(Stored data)
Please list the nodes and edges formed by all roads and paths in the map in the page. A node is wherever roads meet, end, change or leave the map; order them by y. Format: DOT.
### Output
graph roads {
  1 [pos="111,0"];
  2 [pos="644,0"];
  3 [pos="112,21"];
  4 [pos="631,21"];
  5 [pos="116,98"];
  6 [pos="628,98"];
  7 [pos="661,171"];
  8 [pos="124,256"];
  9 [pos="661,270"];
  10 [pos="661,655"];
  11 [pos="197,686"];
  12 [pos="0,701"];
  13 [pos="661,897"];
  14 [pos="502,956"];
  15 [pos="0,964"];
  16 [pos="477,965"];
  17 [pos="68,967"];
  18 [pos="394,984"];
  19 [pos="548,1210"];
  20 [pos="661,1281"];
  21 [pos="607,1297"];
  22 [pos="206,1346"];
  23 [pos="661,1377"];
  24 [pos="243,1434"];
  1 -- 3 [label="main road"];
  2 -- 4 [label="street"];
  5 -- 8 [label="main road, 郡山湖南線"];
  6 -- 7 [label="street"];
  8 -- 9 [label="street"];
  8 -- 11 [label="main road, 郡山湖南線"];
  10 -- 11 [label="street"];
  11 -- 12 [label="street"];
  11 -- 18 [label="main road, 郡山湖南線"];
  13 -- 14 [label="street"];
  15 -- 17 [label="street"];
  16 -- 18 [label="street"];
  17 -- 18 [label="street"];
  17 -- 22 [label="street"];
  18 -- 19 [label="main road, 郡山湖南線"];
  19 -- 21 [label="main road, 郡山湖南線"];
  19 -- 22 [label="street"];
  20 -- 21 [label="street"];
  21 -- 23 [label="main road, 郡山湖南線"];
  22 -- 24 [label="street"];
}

WORK INSTRUCTION => Would you copy out each line of the records above where the word "郡山湖南線" occurs?

ANSWER BOX =>
  5 -- 8 [label="main road, 郡山湖南線"];
  8 -- 11 [label="main road, 郡山湖南線"];
  11 -- 18 [label="main road, 郡山湖南線"];
  18 -- 19 [label="main road, 郡山湖南線"];
  19 -- 21 [label="main road, 郡山湖南線"];
  21 -- 23 [label="main road, 郡山湖南線"];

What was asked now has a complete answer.